= James Ready (beer) =

James Ready Brewing Co. Saint John, New Brunswick.

James Ready Brewing Co. is a Canadian beer brand brewed at Moosehead Breweries in Toronto, Montréal, and Saint John. The brand has five lagers, each with varying alcohol by volume. These five lagers (from lightest to darkest) are:

1. James Ready Lager
2. James Ready Light
3. James Ready Original Ale
4. James Ready 5.5
5. James Ready 6.0

== History ==
Ready Brewery was founded by James Ready in Saint John, a man from Ireland. Moosehead was founded by the Oland family in Nova Scotia. Moosehead Brewery's original founders, Susannah and John Oland, first named the brewery The Army and Navy Brewery, as most of their customers were soldiers.
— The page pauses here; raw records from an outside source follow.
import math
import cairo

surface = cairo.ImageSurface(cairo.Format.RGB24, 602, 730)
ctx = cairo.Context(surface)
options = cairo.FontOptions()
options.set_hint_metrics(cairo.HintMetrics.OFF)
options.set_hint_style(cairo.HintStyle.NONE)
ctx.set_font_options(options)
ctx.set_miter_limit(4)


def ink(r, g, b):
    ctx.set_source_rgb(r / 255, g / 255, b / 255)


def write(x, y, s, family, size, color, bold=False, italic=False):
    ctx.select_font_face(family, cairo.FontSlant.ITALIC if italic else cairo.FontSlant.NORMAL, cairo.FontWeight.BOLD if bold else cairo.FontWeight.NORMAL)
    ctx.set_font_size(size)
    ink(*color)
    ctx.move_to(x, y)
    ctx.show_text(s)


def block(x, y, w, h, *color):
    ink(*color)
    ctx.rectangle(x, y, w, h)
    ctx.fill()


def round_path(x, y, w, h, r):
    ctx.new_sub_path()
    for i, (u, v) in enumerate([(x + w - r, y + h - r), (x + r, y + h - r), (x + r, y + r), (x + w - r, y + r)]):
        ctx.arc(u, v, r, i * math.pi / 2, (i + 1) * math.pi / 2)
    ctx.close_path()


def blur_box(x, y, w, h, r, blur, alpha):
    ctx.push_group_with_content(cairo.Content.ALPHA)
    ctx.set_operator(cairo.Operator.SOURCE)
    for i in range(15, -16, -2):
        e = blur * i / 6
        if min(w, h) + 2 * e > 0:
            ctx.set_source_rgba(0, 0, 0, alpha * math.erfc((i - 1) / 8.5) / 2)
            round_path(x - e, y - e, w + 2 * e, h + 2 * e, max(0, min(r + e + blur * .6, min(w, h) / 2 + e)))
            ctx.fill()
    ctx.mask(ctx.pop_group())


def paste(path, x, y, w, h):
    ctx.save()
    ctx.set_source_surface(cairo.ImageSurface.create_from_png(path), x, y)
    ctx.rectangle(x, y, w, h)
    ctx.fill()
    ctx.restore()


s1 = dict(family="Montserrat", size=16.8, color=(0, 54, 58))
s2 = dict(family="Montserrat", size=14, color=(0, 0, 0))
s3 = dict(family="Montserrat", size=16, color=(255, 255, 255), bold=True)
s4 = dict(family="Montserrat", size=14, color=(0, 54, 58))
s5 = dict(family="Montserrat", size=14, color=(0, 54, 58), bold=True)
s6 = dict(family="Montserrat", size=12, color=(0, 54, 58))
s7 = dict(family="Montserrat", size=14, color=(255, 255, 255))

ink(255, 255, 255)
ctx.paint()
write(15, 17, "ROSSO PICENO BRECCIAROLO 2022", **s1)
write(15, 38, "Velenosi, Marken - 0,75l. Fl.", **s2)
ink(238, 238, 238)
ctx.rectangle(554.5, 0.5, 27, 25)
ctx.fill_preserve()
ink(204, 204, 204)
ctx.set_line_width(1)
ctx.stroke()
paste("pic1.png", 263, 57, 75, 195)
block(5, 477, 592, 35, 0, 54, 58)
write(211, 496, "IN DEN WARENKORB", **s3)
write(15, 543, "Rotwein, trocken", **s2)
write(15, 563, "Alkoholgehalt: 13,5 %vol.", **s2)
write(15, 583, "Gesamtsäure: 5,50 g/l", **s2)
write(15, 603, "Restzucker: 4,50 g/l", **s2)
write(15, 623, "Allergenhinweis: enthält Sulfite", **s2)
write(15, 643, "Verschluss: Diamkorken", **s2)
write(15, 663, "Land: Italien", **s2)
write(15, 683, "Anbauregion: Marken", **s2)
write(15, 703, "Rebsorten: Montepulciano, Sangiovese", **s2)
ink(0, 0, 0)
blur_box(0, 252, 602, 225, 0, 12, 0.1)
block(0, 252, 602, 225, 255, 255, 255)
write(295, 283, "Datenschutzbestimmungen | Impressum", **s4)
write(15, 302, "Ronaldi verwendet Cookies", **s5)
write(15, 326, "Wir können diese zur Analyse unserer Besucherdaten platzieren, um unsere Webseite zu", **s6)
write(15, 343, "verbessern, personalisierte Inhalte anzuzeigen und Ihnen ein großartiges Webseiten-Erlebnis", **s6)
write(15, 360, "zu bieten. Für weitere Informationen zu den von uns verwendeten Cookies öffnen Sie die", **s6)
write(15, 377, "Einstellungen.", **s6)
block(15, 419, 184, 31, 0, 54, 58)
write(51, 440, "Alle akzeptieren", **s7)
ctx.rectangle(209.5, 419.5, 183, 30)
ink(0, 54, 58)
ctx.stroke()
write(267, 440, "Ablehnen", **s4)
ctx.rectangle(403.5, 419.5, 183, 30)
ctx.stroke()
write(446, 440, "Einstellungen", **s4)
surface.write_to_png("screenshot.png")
After two fires and the Halifax Harbour Explosion, the Oland sons relocated Moosehead from Halifax to Saint John, buying the already established Ready Brewery and branding it as Moosehead Brewery by 1931. Now Canada's oldest brewery, Moosehead Brewery is operated by descendants of the Oland family.

==Marketing and expansion==
The James Ready brand uses a variety of advertising techniques. In 2011, they utilized the letters on the underside of the bottle caps to hold a "spelling bee competition." Twice a week, the brand posted videos on its Facebook page where a word was spelled out using the undersides of the bottle caps. The first participant to spell out the same word using bottle caps and post it on the page would win a small trinket as a prize.
Also using their Facebook page, James Ready created a campaign called the "Drinkers of Awesomeness Bottles." Drinkers posted their pictures on the brand's page to prove themselves as James Ready's most loyal drinker. Based on voting by Facebook followers, the top 100 entrants in the contest had their pictures turned into labels on James Ready beer bottles. These simple, Facebook-based techniques solidified James Ready's target market as college students, as those were the people who dominated the brand's Facebook page.
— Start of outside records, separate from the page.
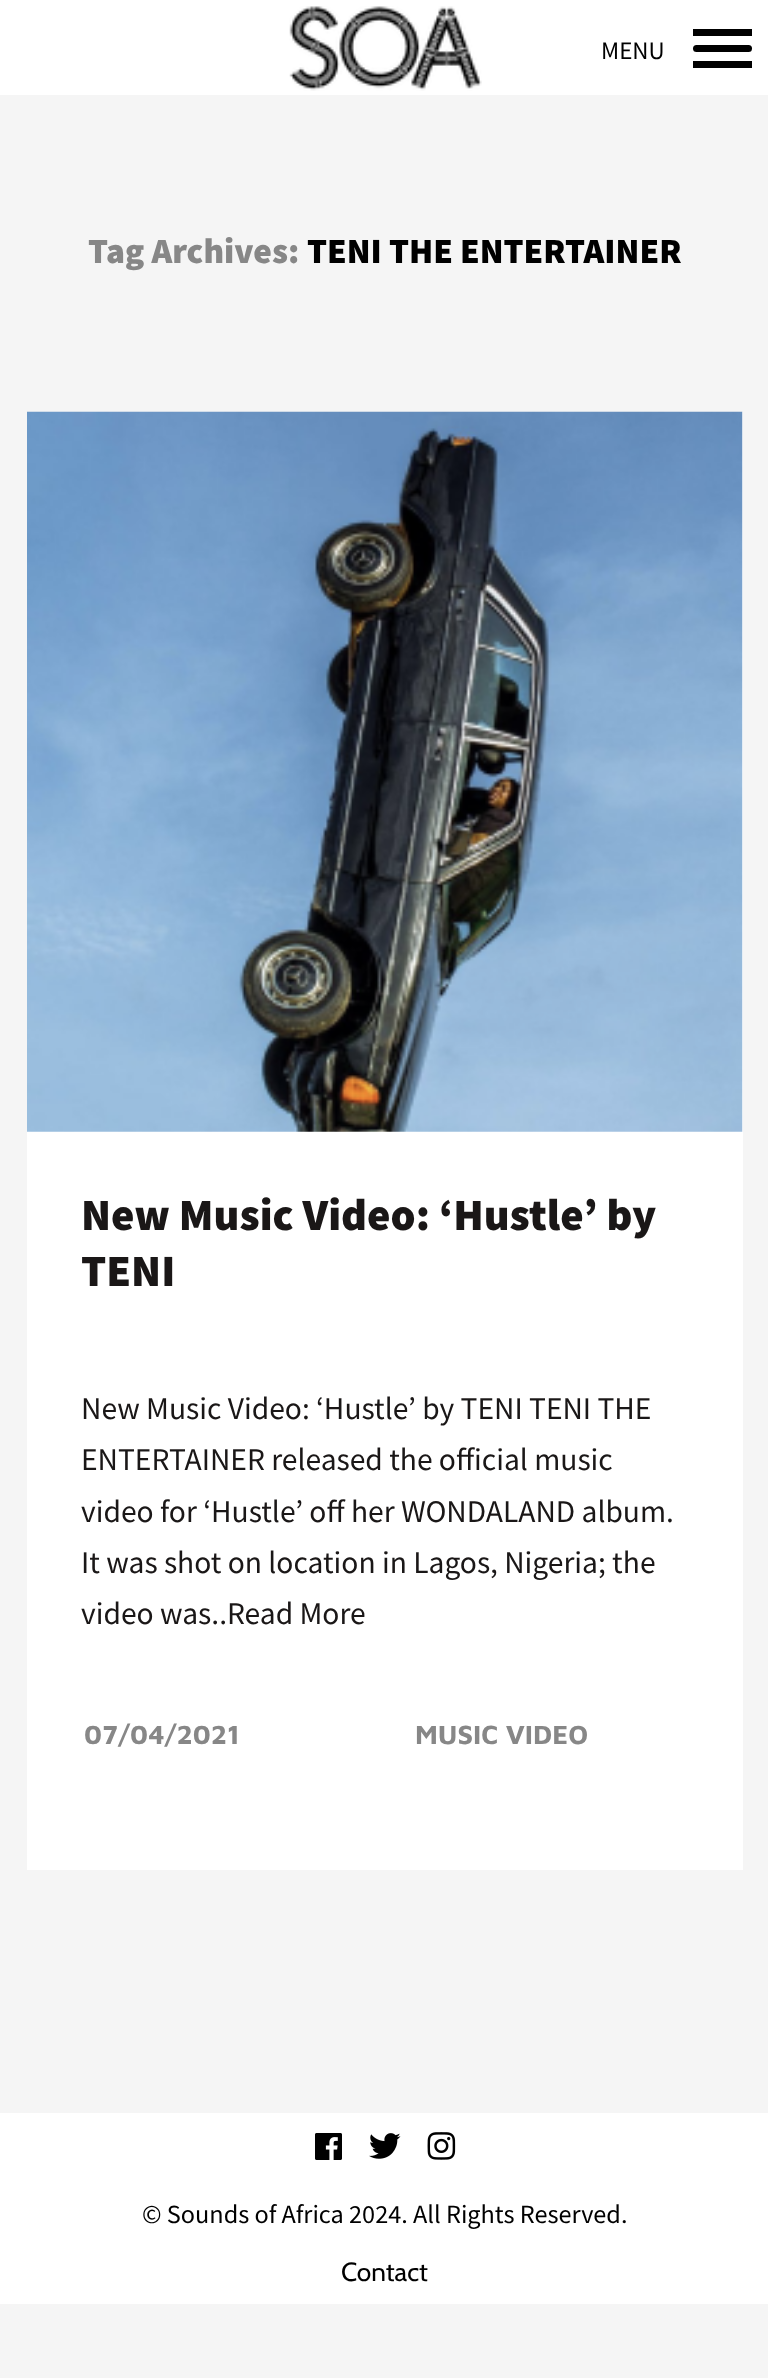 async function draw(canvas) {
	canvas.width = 768;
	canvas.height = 2378;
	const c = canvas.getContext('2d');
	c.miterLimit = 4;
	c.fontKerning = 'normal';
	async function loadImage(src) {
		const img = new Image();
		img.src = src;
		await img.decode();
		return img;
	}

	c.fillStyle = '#f5f5f5';
	c.fillRect(0, 0, 768, 2378);
	c.fillStyle = '#fff';
	c.fillRect(0, 0, 768, 95);
	c.drawImage(await loadImage('img1.png'), 289, 6, 193, 85);
	c.font = '25px Source Sans Pro';
	c.fillStyle = '#000';
	c.fillText('MENU', 601, 59);
	c.beginPath();
	c.roundRect(693, 45, 59, 7, 3.5);
	c.fill();
	c.fillRect(693, 29, 59, 7);
	c.fillRect(693, 61, 59, 7);
	c.font = '900 35.5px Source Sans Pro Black';
	c.fillStyle = '#878787';
	c.fillText('Tag Archives:', 88, 263);
	c.fillStyle = '#000';
	c.fillText('TENI THE ENTERTAINER', 307, 263);
	c.fillStyle = '#fff';
	c.fillRect(27, 412, 716, 1458);
	c.drawImage(await loadImage('img2.png'), 27, 411, 716, 721);
	c.font = '900 44.75px Source Sans Pro Black';
	c.fillStyle = '#1a1717';
	c.fillText('New Music Video: ‘Hustle’ by', 81, 1230);
	c.fillText('TENI', 81, 1286);
	c.font = '31.5px Source Sans Pro';
	for (const [text, x, y] of [
		['New Music Video: ‘Hustle’ by TENI TENI THE', 81, 1419],
		['ENTERTAINER released the official music', 81, 1470],
		['video for ‘Hustle’ off her WONDALAND album.', 81, 1522],
		['It was shot on location in Lagos, Nigeria; the', 81, 1573],
		['video was..Read More', 81, 1624],
	]) {
		c.fillText(text, x, y);
	}
	c.font = 'bold 27px Maven Pro';
	c.fillStyle = '#878787';
	c.fillText('07/04/2021', 84, 1744);
	c.fillText('MUSIC VIDEO', 415, 1744);
	c.fillStyle = '#fff';
	c.fillRect(0, 2113, 768, 191);
	c.drawImage(await loadImage('img3.png'), 315, 2133, 27, 27);
	c.drawImage(await loadImage('img4.png'), 369, 2133, 32, 26);
	c.drawImage(await loadImage('img5.png'), 427, 2132, 29, 28);
	c.font = '26.25px Source Sans Pro';
	c.fillStyle = '#000';
	c.fillText('© Sounds of Africa 2024. All Rights Reserved.', 142, 2223);
	c.font = '26.25px Cabin';
	c.fillText('Contact', 341, 2281);
}

draw(document.querySelector('canvas'));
Collaborating with Leo Burnett advertising agency, James Ready prepared for expansion in 2012 and 2013. The brand's Facebook advertising was due to a small budget however with increased competition in the beer industry, James Ready aims to expand its market and its advertising techniques. Leo Burnett and James Ready's consumer interaction-focused advertising has highlighted their entertainment factor in the past, and now with plans to expand, the two are prepared to increase profits and gain more interest in the brand. James Ready plans to move across Western Canada and into the beer tap industry, opening its target market to older audiences, as opposed to being focused on Southern Ontario college students.